Exercise brief: Only the lines containing the string "controls" are needed; copy all of them from the listing.

Input material:
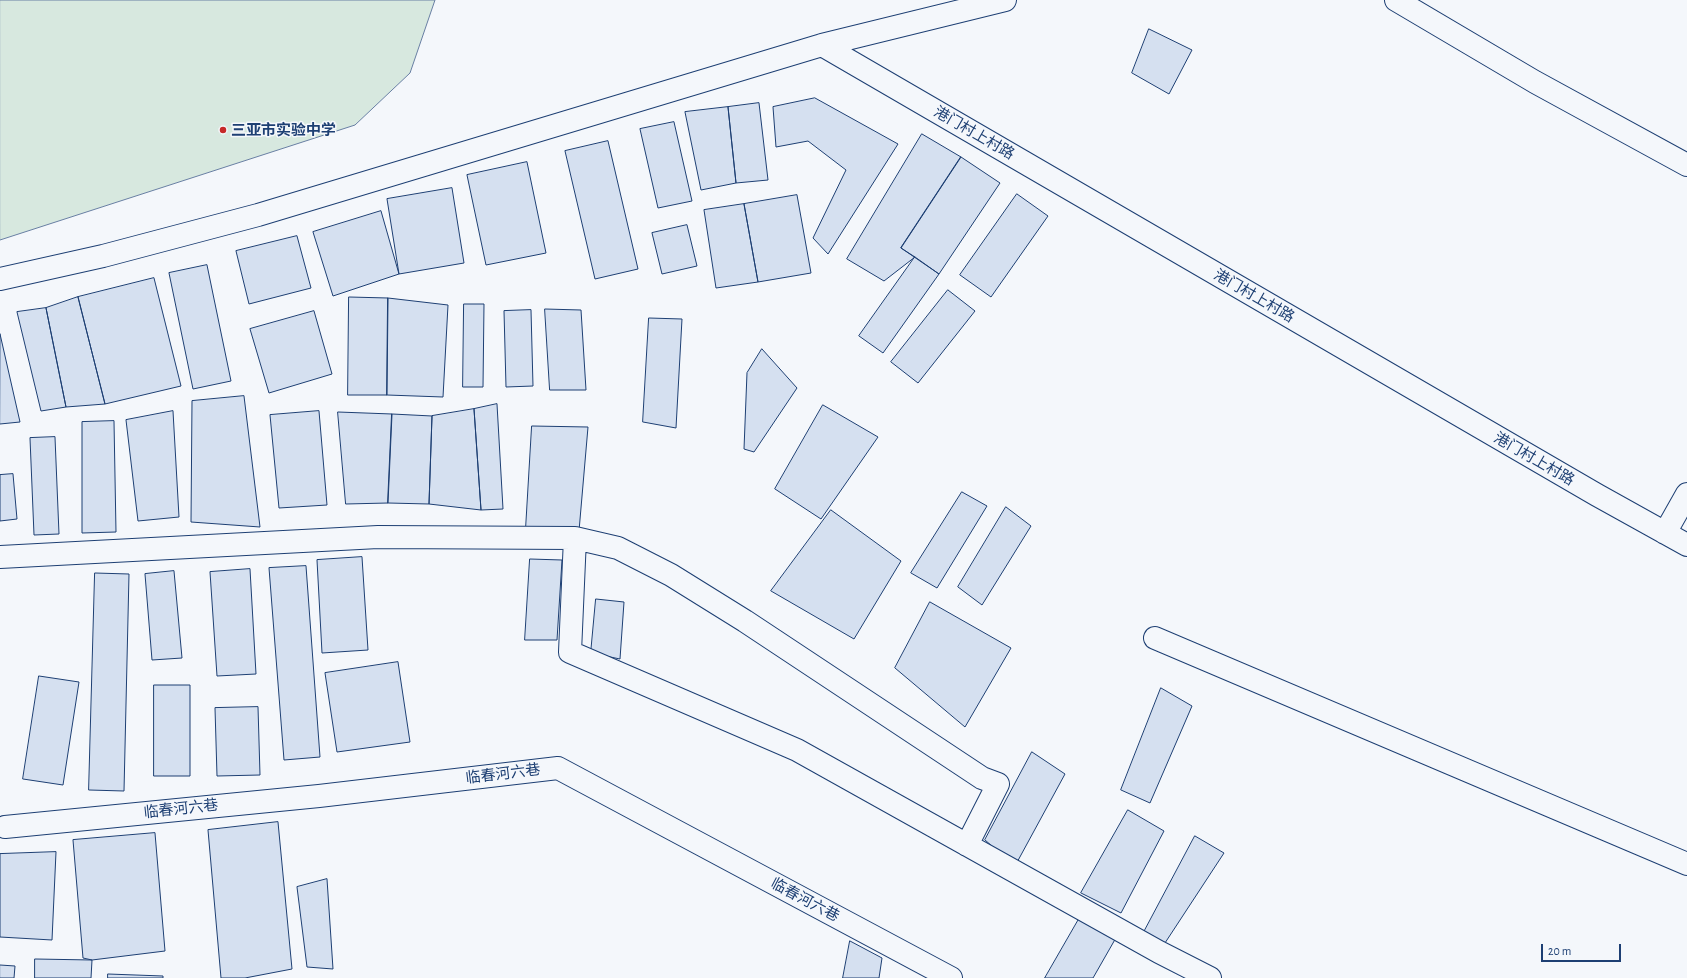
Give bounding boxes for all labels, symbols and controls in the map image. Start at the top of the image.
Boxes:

* * *

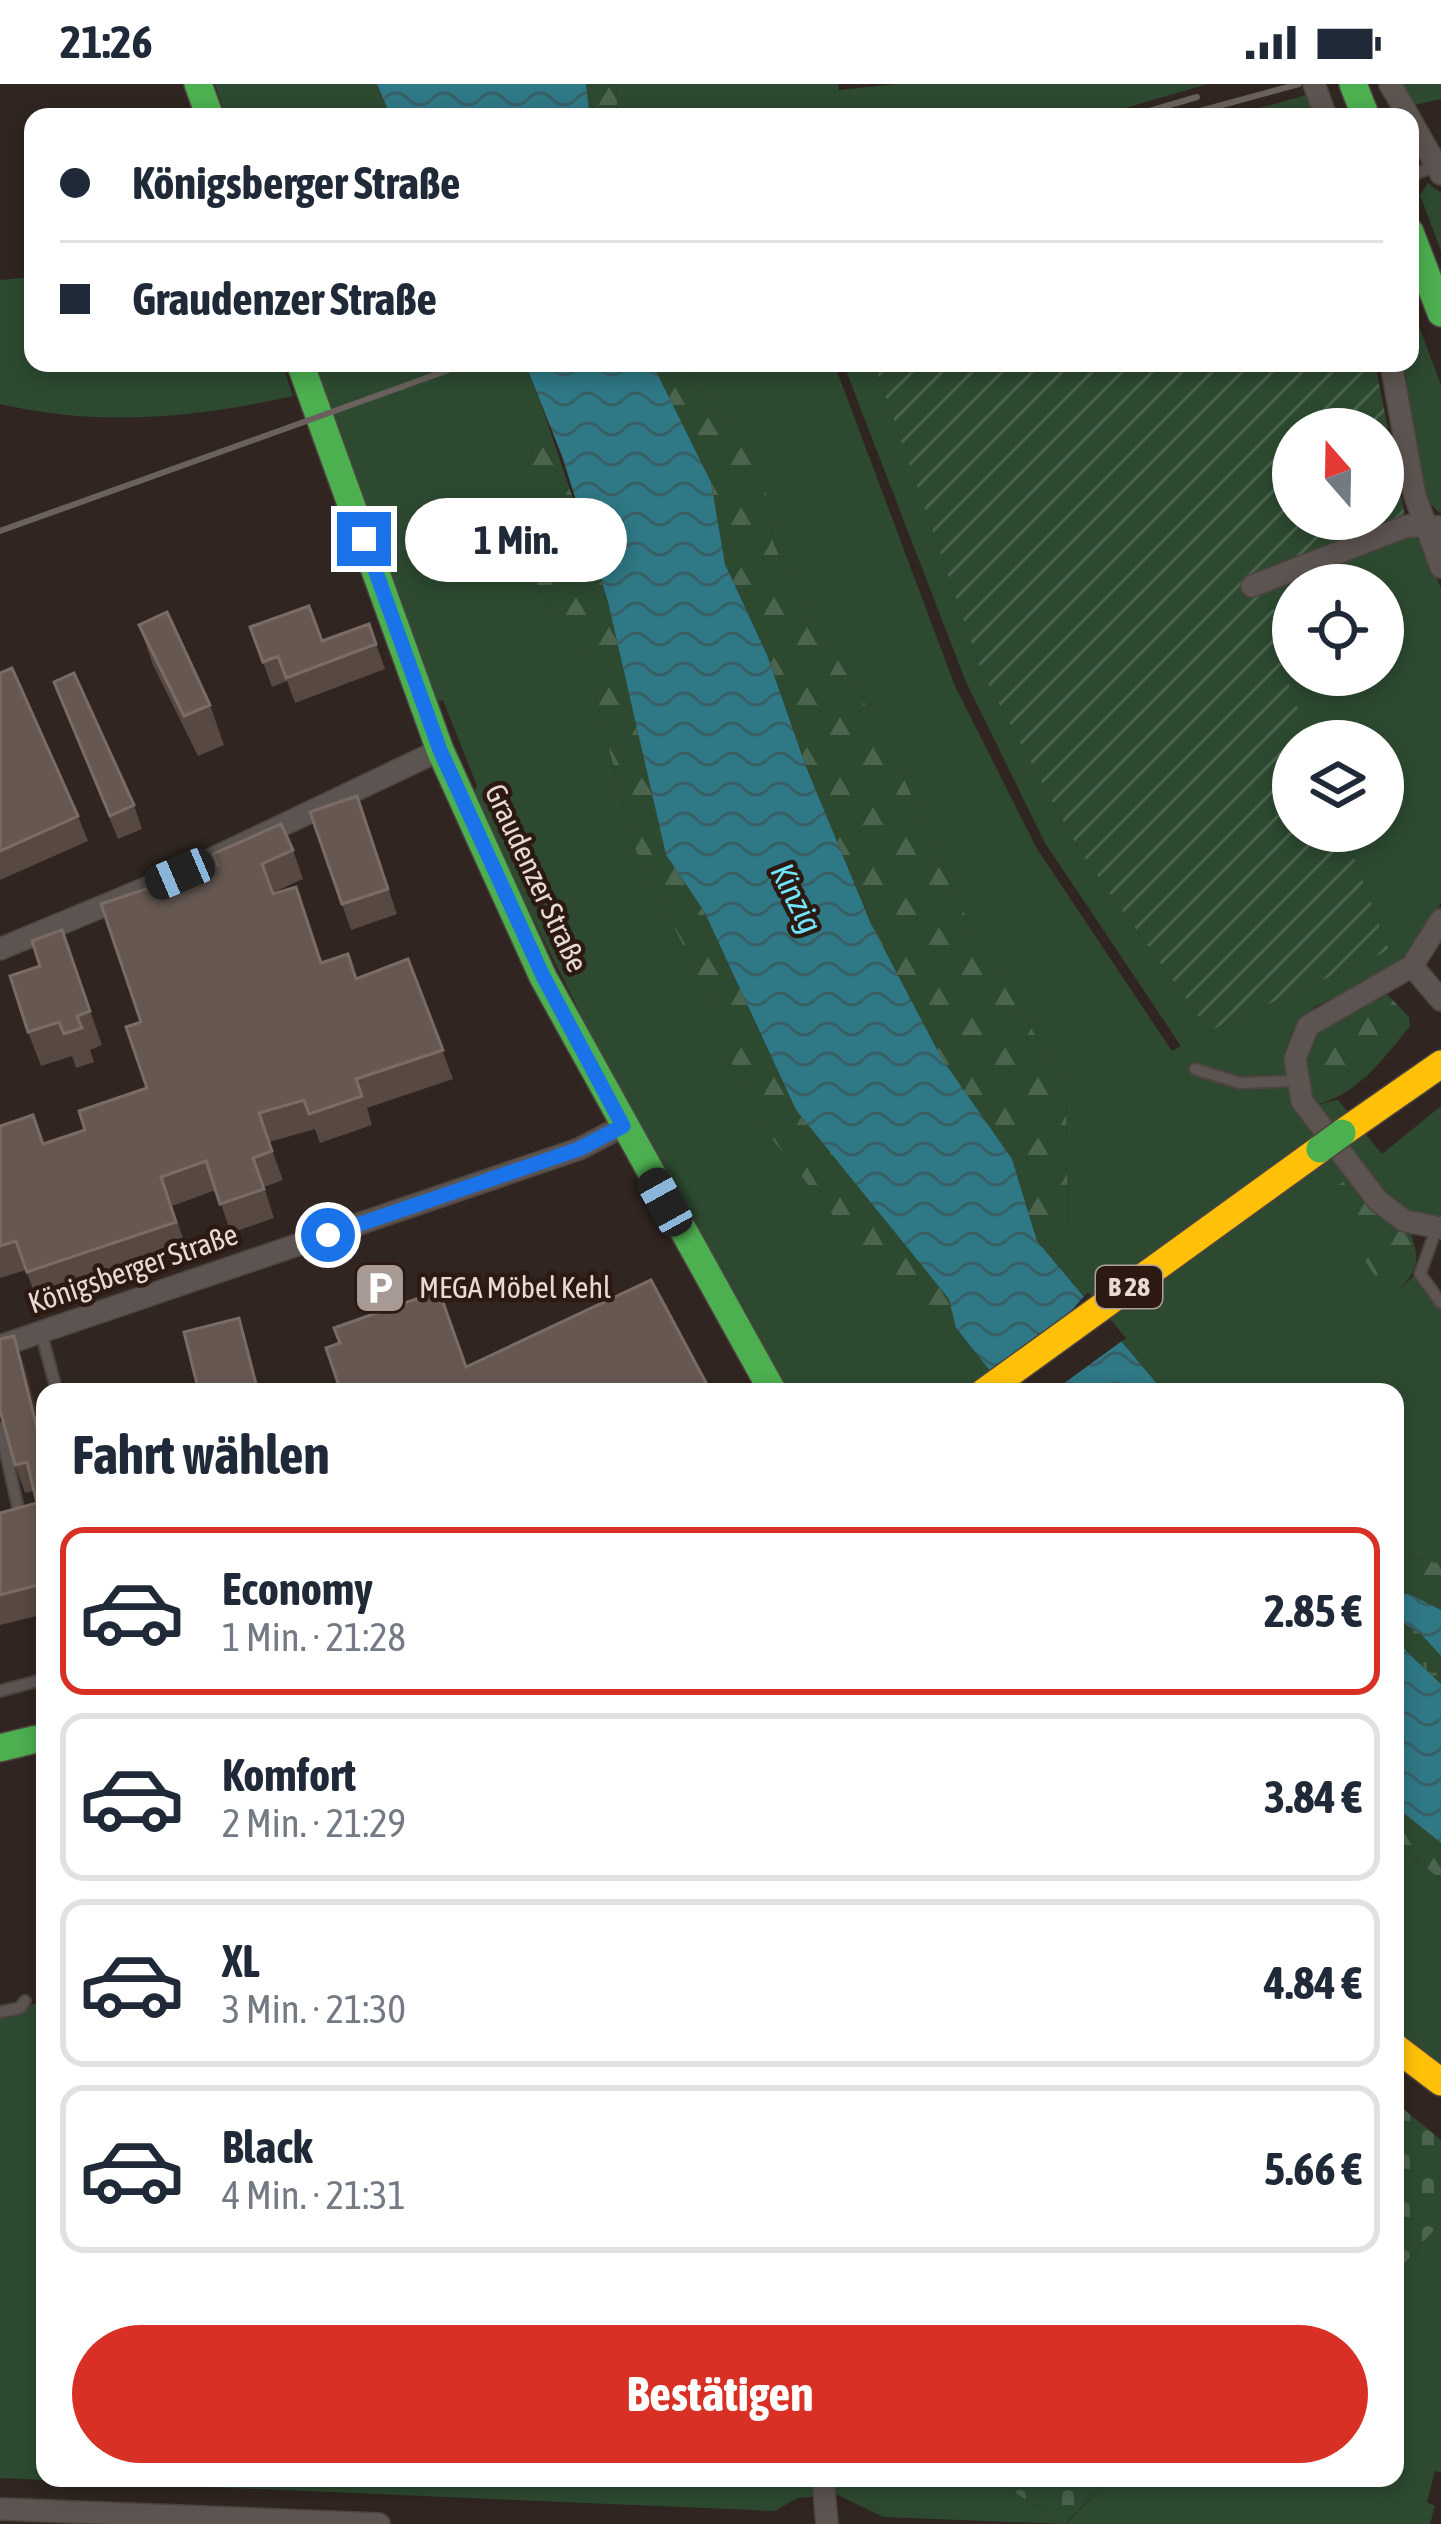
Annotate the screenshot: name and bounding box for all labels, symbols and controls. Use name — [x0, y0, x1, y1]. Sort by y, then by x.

Your response:
Give bounding boxes for all labels, symbols and controls in the map image. Start at the top of the image.
Annotate the screenshot: name and bounding box for all labels, symbols and controls. Use name — [x0, y0, x1, y1]. Sort by y, then by x.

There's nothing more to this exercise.